My Yorkshire
pudding makes women swoon.
During the colder months of the year, which in
Calgary is about eight of them, I roast up a pretty big dinner on most Saturday nights. During the other four
months of the year I BBQ a big dinner on Saturday nights because when it’s warm outside I don’t want to be turning
the oven on for a couple of hours to roast the carcass of some poor critter who valiantly gave up her life so my family could
develop a food coma.
Due to popular demand, when I roast up a prime
rib, a stuffed chicken, or a leg of lamb I end up making a pan full of Yorkies as well. When my wife eats them she makes pleasant
noises. I like hearing those noises.
However, health nut
that I am, I decided to mess with something that the rest of my family did not consider broken. Before I proceed, allow me
to give you my recipe. It’s not exactly a state secret:
- 1 cup of white flour
- 2 eggs
- A pinch of salt
- Half
a cup of water
- Half a cup
of milk
- Olive oil
Select a metal tray with a dozen cup holes and pour enough olive oil into
each that doesn’t quite cover the bottom. As whatever critter in the oven is nearing completion I crank the heat to
425. Pull out the critter, and throw in the tray with the oil in it.
Turn on the stove-top fan. Either that, or open some doors and be prepared to push the button on your smoke detector.
Let the oil in the pan heat up for about four minutes. This is critical
or you’ll end up with hockey pucks instead of puffy Yorkies. Puffy is good.
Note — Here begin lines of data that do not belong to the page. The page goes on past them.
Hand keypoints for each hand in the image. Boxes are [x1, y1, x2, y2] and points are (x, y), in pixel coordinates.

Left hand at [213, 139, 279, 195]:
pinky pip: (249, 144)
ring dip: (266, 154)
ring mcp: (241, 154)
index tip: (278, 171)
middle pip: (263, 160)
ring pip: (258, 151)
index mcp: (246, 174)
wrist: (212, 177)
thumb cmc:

Pucky is bad.
Take the above ingredients and throw them all in together. I don’t go for that mixing dry and
wet ingredients separately bullshit. Just whisk the bejesus out of it.
Take the heated pan out and pour even portions into the 12 holders as fast as you can without making a mess of things
(filling each cup about one-third should do it). The idea is not to let the pan cool down. Throw back in the oven for about
14-15 minutes. Try not to crash around too much during this time.
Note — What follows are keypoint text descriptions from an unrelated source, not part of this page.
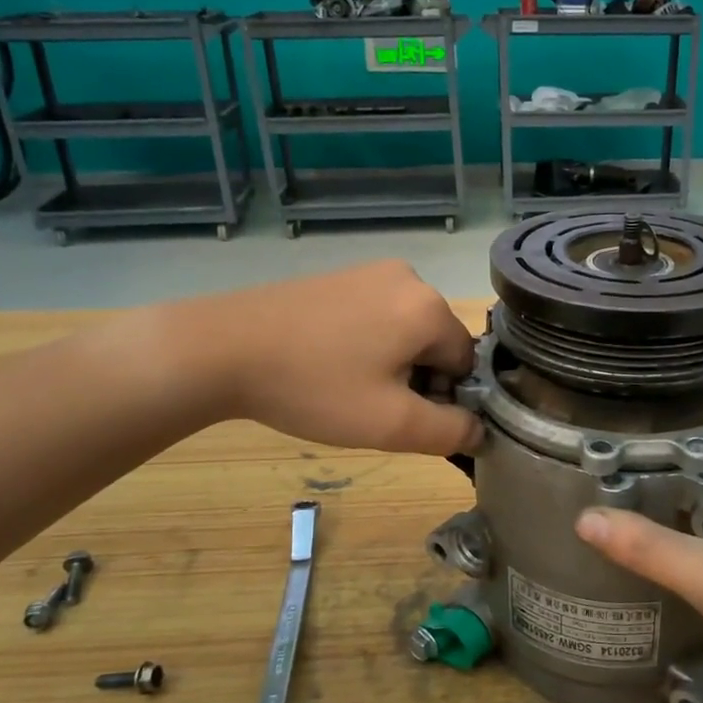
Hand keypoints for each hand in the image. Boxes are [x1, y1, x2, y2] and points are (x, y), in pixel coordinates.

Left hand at [199, 261, 481, 455]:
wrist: (222, 349)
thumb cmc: (315, 388)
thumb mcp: (390, 424)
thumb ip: (449, 432)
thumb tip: (480, 430)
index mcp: (430, 307)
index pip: (465, 364)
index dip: (441, 398)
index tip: (400, 416)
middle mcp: (410, 278)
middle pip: (437, 344)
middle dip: (416, 379)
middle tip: (370, 406)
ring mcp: (371, 271)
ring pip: (406, 332)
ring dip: (391, 364)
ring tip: (345, 386)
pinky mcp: (341, 276)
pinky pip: (377, 316)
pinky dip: (366, 344)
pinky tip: (329, 363)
This will give you a dozen perfect gravy receptacles. Speaking of gravy, throw an ounce of Drambuie into that shit.
Trust me on this.
Okay, let’s talk about how I fucked this
up.
I don’t like white flour. I don’t like processed anything.
Everything I buy is always whole wheat / whole grain. Bagels, bread, pasta, hamburger buns – you name it. My family
is fine with this. Whole wheat / whole grain has far more nutrients than white flour, it satisfies hunger better because the
nutrients give the body what it needs to function properly and this dulls your hormonal hunger response, and it is also lower
in calories. In other words, whole wheat flour = good / white flour = tool of Satan.
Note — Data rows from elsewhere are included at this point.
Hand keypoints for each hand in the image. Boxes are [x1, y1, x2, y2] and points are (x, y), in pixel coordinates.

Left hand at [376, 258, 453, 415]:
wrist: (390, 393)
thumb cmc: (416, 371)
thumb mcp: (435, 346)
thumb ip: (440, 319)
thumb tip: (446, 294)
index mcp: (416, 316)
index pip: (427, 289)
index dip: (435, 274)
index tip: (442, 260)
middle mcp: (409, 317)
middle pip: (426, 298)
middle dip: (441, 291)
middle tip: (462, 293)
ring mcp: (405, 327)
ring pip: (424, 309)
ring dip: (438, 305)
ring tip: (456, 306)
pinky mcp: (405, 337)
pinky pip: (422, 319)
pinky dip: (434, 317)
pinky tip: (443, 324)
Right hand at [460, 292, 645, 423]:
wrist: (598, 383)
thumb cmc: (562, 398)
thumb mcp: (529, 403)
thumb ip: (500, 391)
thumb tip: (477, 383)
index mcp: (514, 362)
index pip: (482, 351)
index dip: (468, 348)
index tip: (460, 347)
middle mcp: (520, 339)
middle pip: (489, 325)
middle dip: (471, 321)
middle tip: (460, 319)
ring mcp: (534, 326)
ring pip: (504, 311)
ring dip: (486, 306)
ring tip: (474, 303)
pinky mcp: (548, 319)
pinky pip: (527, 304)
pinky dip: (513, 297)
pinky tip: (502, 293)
So I decided to make Yorkies out of whole wheat flour instead one day. Being that white flour has
50% more calories than whole wheat it was going to help cut down on my total caloric intake during Saturday gluttony, and
they would fill me up better too, not to mention just be healthier all around. I was stoked to try this out.
I thought they tasted just fine. My family did not. I almost had a rebellion on my
hands. Most importantly, my wife didn’t make the nice noises that I like.
“Fine,” I told them. “I’ll go back to feeding you poison.”
“Good,” they all said.
Then my son complained about the wild rice in the homemade stuffing.
“Too bad,” I said. “The rice stays.”
“I like grandma’s stuffing better,” he complained, referring to the out-of-a box Stove Top crap that
she makes.
I told him to bite me.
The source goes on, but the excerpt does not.